Yeonmi Park is a young woman who fled North Korea through Mongolia. Border guards had surrounded her group of refugees as it meandered through the Gobi desert, and told them they would be immediately sent back to China.
Yeonmi and her mother begged for their lives. When that failed, they tried something altogether more radical. They grabbed the small knives they had brought and thrust them to their throats, threatening to commit suicide unless the guards let them stay in Mongolia. ‘I thought it was the end of my life. We were saying goodbye to one another,’ Yeonmi says.

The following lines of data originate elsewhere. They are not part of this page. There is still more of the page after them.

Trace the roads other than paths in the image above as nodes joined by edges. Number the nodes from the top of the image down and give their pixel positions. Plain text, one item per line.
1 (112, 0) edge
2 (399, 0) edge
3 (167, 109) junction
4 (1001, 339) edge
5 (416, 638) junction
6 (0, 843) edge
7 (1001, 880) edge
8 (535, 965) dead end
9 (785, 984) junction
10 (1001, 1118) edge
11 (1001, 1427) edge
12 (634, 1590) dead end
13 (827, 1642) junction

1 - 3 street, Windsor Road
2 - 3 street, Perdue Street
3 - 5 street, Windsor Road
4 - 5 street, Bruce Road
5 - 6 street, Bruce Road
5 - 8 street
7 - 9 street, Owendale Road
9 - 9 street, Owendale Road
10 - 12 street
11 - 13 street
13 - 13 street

Their actions, though, proved effective. Yeonmi and her mother were taken into custody and after 15 days were transferred to a detention center in Ulan Bator, the Mongolian capital. Several weeks later they were handed over to South Korean officials and one day Yeonmi stood at Ulan Bator’s Chinggis Khaan airport preparing to board a plane for Seoul. It was her first time flying and her new-found freedom had not yet sunk in. ‘Oh my God,’ she thought when Mongolian customs officials waved her through. ‘They didn’t stop me.’

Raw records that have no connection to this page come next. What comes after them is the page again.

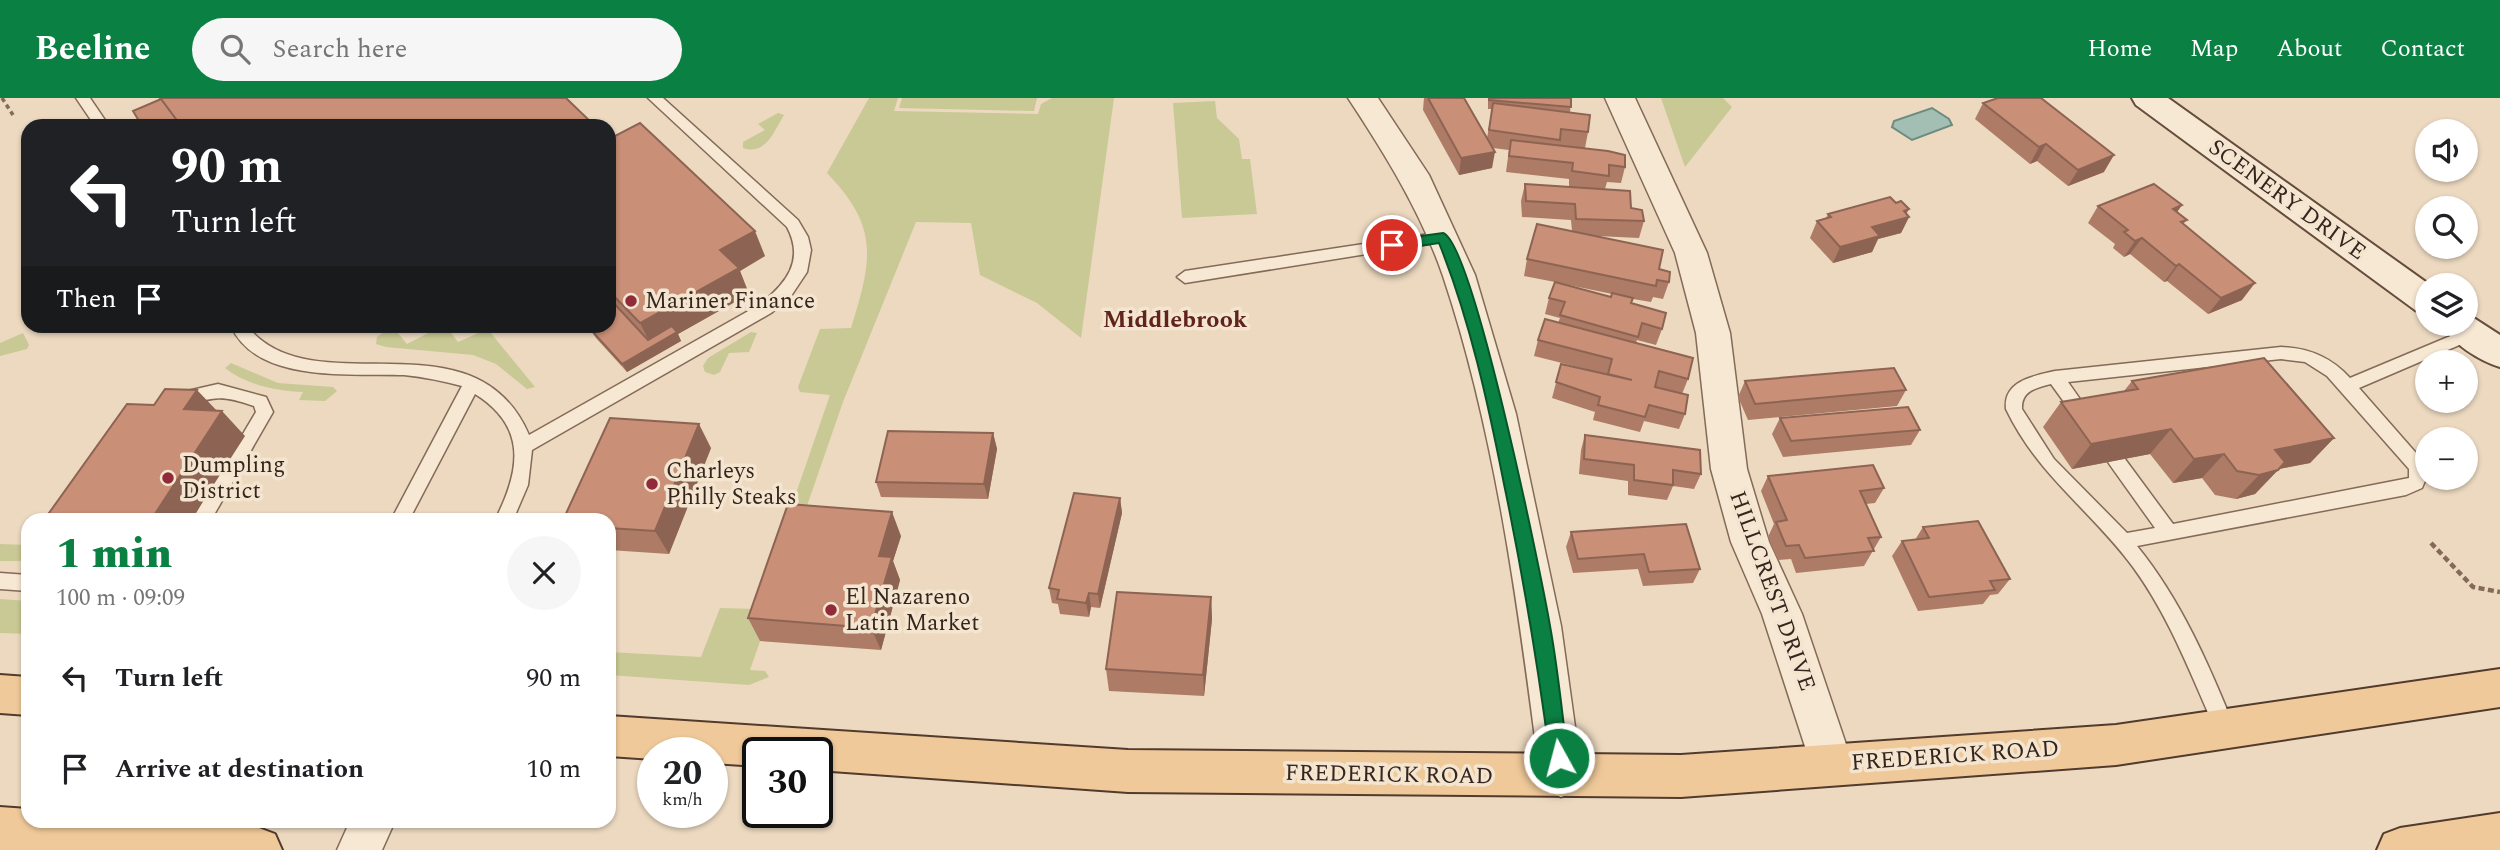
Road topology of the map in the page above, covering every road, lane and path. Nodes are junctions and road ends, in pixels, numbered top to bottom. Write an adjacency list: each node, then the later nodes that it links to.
1 (2, 98): 7 (path)
2 (83, 98): 8 (lane)
3 (655, 98): 19 (lane)
4 (1363, 98): 9 (street)
5 (1620, 98): 35 (street, HILLCREST DRIVE)
6 (2147, 98): 11 (street, SCENERY DRIVE)
7 (13, 115)
8 (97, 119)
9 (1443, 237): 10 (lane); 36 (street)
10 (1185, 277)
11 (2415, 292)
12 (245, 333): 15 (lane)
13 (2477, 337): 16 (lane)
14 (2055, 377): 16 (lane); 18 (lane); 25 (lane)
15 (472, 384): 19 (lane); 22 (lane)
16 (2347, 386): 24 (lane)
17 (165, 408): 21 (lane)
18 (2086, 419)
19 (524, 446): 23 (lane)
20 (2116, 460): 24 (lane)
21 (205, 513)
22 (404, 513)
23 (508, 513)
24 (2169, 533): 25 (lane)
25 (2123, 541): 33 (lane)
26 (2431, 543): 29 (path)
27 (0, 581): 28 (lane)
28 (21, 582)
29 (2500, 592)
30 (2500, 688): 33 (main road, FREDERICK ROAD)
31 (0, 694): 32 (main road)
32 (21, 696)
33 (2225, 729): 35 (main road, FREDERICK ROAD)
34 (616, 736): 36 (main road, FREDERICK ROAD)
35 (1832, 765): 36 (main road, FREDERICK ROAD)
36 (1561, 778)
37 (370, 828): 42 (street)
38 (0, 829): 40 (main road)
39 (2500, 835): 43 (main road)
40 (114, 845): 41 (main road)
41 (259, 850)
42 (359, 850)
43 (2400, 850)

A few hours later the plane touched down at Incheon airport in Seoul. Yeonmi stepped off the passenger jet wearing a shabby prison uniform. She remembers gasping at the sight of the moving walkways – a contraption unimaginable in her broken and impoverished homeland – and the immaculate lavatory facilities. ‘It was the first time I had seen a fancy rest room. I thought, “It’s so clean. Do I wash my hands in the [lavatory bowl]?’’ ’ she says. ‘Everything was shiny. I’d never seen anything like it.’
In April she was finally reunited with the sister she had long feared was dead; Eunmi, now 23, had reached South Korea via China and Thailand.

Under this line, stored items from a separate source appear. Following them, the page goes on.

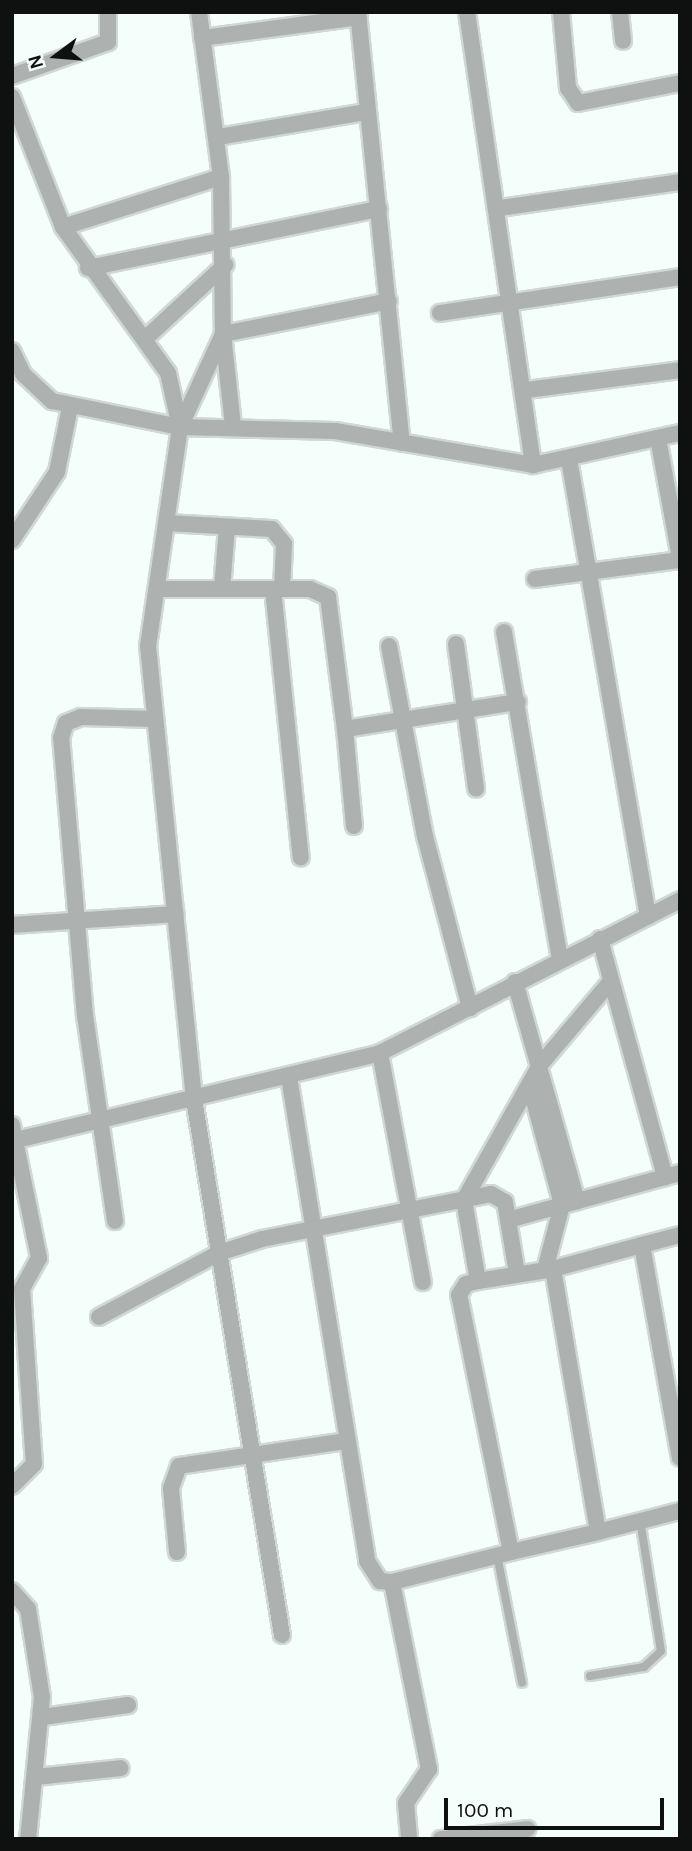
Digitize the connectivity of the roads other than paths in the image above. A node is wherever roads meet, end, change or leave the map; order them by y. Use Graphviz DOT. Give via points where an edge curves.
graph roads {
  1 [pos="108,12"];
  2 [pos="199,12"];
  3 [pos="467,12"];
  4 [pos="561,12"];
  5 [pos="620,12"];
  6 [pos="358,15"];
  7 [pos="202,38"];
  8 [pos="623,41"];
  9 [pos="12,76"];
  10 [pos="680,83"];
  11 [pos="12,97"];
  12 [pos="366,113"];
  13 [pos="218,137"];
  14 [pos="221,177"];
  15 [pos="680,182"];
  16 [pos="500,208"];
  17 [pos="379,209"];
  18 [pos="63,227"];
  19 [pos="224,238"];
  20 [pos="225,265"];
  21 [pos="88,268"];
  22 [pos="680,277"];
  23 [pos="512,300"];
  24 [pos="389,302"];
  25 [pos="440,313"];
  26 [pos="223,334"];
  27 [pos="146,338"];
  28 [pos="12,351"];
  29 [pos="680,370"];
  30 [pos="527,390"];
  31 [pos="70,407"];
  32 [pos="233,426"];
  33 [pos="180,427"];
  34 [pos="680,433"];
  35 [pos="658,438"];
  36 [pos="402,443"];
  37 [pos="569,459"];
  38 [pos="533,465"];
  39 [pos="167,523"];
  40 [pos="227,527"];
  41 [pos="12,540"];
  42 [pos="680,559"];
  43 [pos="587,571"];
  44 [pos="535,579"];
  45 [pos="157,589"];
  46 [pos="222,589"];
  47 [pos="277,589"];
  48 [pos="505,632"];
  49 [pos="456,645"];
  50 [pos="389,646"];
  51 [pos="518,702"];
  52 [pos="464,712"];
  53 [pos="155,719"];
  54 [pos="402,723"];
  55 [pos="345,729"];
  56 [pos="476,789"];
  57 [pos="354,825"];
  58 [pos="301,858"];
  59 [pos="680,900"];
  60 [pos="176,914"];
  61 [pos="648,916"];
  62 [pos="75,922"];
  63 [pos="12,925"];
  64 [pos="600,939"];
  65 [pos="560,959"];
  66 [pos="611,981"];
  67 [pos="515,982"];
  68 [pos="470,1007"];
  69 [pos="380,1053"];
  70 [pos="540,1065"];
  71 [pos="289,1077"];
  72 [pos="530,1086"];
  73 [pos="194,1099"];
  74 [pos="100,1121"];
  75 [pos="14,1135"];
  76 [pos="672,1175"];
  77 [pos="464,1200"];
  78 [pos="570,1203"];
  79 [pos="410,1209"];
  80 [pos="508,1220"];
  81 [pos="115,1221"];
  82 [pos="316,1226"];
  83 [pos="680,1235"];
  84 [pos="642,1245"];
  85 [pos="219,1253"];
  86 [pos="549,1269"];
  87 [pos="517,1274"];
  88 [pos="478,1281"];
  89 [pos="424,1282"];
  90 [pos="99,1317"];
  91 [pos="347,1441"];
  92 [pos="250,1454"];
  93 [pos="680,1458"];
  94 [pos="12,1486"];
  95 [pos="680,1511"];
  96 [pos="640,1521"];
  97 [pos="598,1532"];
  98 [pos="177,1552"];
  99 [pos="504,1553"];
  100 [pos="392,1582"];
  101 [pos="12,1591"];
  102 [pos="282,1635"];
  103 [pos="590,1676"];
  104 [pos="522,1683"];
  105 [pos="128,1705"];
  106 [pos="43,1717"];
  107 [pos="121,1768"];
  108 [pos="36,1777"];
  109 [pos="527,1829"];
  110 [pos="28,1839"];
  111 [pos="409,1839"];
  112 [pos="441,1839"];
  1 -- 9 [label="street" via="108,42"];
  2 -- 7 [label="street"];
  3 -- 16 [label="street"];
  4 -- 10 [label="street" via="568,88 578,103"];
  5 -- 8 [label="street"];
  6 -- 7 [label="street"];
  6 -- 12 [label="street"];
  7 -- 13 [label="street"];
  11 -- 18 [label="street"];
  12 -- 13 [label="street"];
  12 -- 17 [label="street"];
  13 -- 14 [label="street"];
  14 -- 18 [label="street"];
  14 -- 19 [label="street"];
  15 -- 16 [label="street"];
  16 -- 23 [label="street"];
  17 -- 19 [label="street"];
  17 -- 24 [label="street"];
  18 -- 21 [label="street"];
  19 -- 20 [label="street"];
  19 -- 21 [label="street"];
  20 -- 26 [label="street"];
  20 -- 27 [label="street"];
  21 -- 27 [label="street"];
  22 -- 23 [label="street"];
  23 -- 25 [label="street"];
  23 -- 30 [label="street"];
  24 -- 26 [label="street"];
  24 -- 36 [label="street"];
  26 -- 32 [label="street"];
  26 -- 33 [label="street"];
  27 -- 33 [label="street" via="168,373"];
  28 -- 31 [label="street" via="39,392"];
  29 -- 30 [label="street"];
  30 -- 38 [label="street"];
  31 -- 33 [label="street"];
  31 -- 41 [label="street" via="57,471"];
  32 -- 33 [label="street"];
  32 -- 36 [label="street" via="335,431"];
  33 -- 39 [label="street"];
  34 -- 35 [label="street"];
  35 -- 37 [label="street"];
  35 -- 42 [label="street"];
  36 -- 38 [label="street"];
  37 -- 38 [label="street"];
  37 -- 43 [label="street"];
  39 -- 40 [label="street"];
  39 -- 45 [label="street"];
  40 -- 46 [label="street"];
  40 -- 47 [label="street" via="272,529 282,538"];
  42 -- 43 [label="street"];
  43 -- 44 [label="street"];
  43 -- 61 [label="street"];
  45 -- 46 [label="street"];
  45 -- 53 [label="street" via="148,646"];
  46 -- 47 [label="street"];
  47 -- 55 [label="street" via="328,597"];
  47 -- 58 [label="street"];
  48 -- 51 [label="street"];
  49 -- 52 [label="street"];
  50 -- 54 [label="street"];
  51 -- 52 [label="street"];
  51 -- 65 [label="street"];
  52 -- 54 [label="street"];
  52 -- 56 [label="street"];
  53 -- 60 [label="street"];
  53 -- 62 [label="street" via="81,718 62,728"];
  54 -- 55 [label="street"];
  54 -- 68 [label="street"];
  55 -- 57 [label="street"];
  59 -- 61 [label="street"];
  60 -- 62 [label="street"];
  60 -- 73 [label="street"];
  61 -- 64 [label="street"];
  62 -- 63 [label="street"];
  62 -- 74 [label="street"];
  64 -- 65 [label="street"];
  64 -- 66 [label="street"];
  65 -- 67 [label="street"];
  66 -- 70 [label="street"];
  66 -- 76 [label="street"];
  67 -- 68 [label="street"];
  67 -- 70 [label="street"];
  68 -- 69 [label="street"];
  69 -- 71 [label="street"];
  69 -- 79 [label="street"];
  70 -- 72 [label="street"];
  70 -- 78 [label="street"];
  71 -- 73 [label="street"];
  71 -- 82 [label="street"];
  72 -- 77 [label="street"];
  72 -- 78 [label="street"];
  73 -- 74 [label="street"];
  73 -- 85 [label="street"];
  74 -- 75 [label="street"];
  74 -- 81 [label="street"];
  75 -- 94 [label="street" via="38,1258 22,1289 34,1464"];
  76 -- 78 [label="street"];
  77 -- 79 [label="street"];
  77 -- 80 [label="street" via="498,1194"];
  77 -- 88 [label="street"];
  78 -- 80 [label="street"];
  78 -- 86 [label="street"];
  79 -- 82 [label="street"];
  79 -- 89 [label="street"];
  80 -- 87 [label="street"];
  82 -- 85 [label="street"];
  82 -- 91 [label="street"];
  83 -- 84 [label="street"];
  84 -- 86 [label="street"];
  84 -- 93 [label="street"];
  85 -- 90 [label="street"];
  85 -- 92 [label="street"];
  86 -- 87 [label="street"];
  86 -- 97 [label="street"];
  87 -- 88 [label="street"];
  88 -- 99 [label="street" via="466,1284 458,1295"];
  91 -- 92 [label="street"];
  91 -- 100 [label="street" via="367,1561 380,1581"];
  92 -- 98 [label="street" via="190,1463 173,1472"];
  92 -- 102 [label="street"];
  95 -- 96 [label="street"];
  96 -- 97 [label="street"];
  96 -- 103 [label="lane" via="662,1651 644,1667"];
  97 -- 99 [label="street"];
  99 -- 100 [label="street"];
  99 -- 104 [label="lane"];
  100 -- 111 [label="street" via="429,1769 406,1803"];
  101 -- 106 [label="street" via="28,1609"];
  105 -- 106 [label="street"];
  106 -- 108 [label="street"];
  107 -- 108 [label="street"];
  108 -- 110 [label="street"];
  109 -- 112 [label="street"];
}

Still Yeonmi feels she has not entirely escaped the clutches of Kim Jong-un’s regime. South Korea allocates local detectives to keep an eye on all newly arrived defectors, and in May Yeonmi received a call from the official handling her case. He warned her that her name had been added to a ‘target list’ of outspoken defectors that the North Korean regime wanted to eliminate. The revelation made her more angry than scared.
The detective and Yeonmi’s mother urged her to stop criticizing Kim Jong-un. But she ignored them, convinced that she, as someone who had suffered the same fate, now had a moral obligation to draw attention to the thousands of women risking sexual violence and murder as they tried to escape North Korea.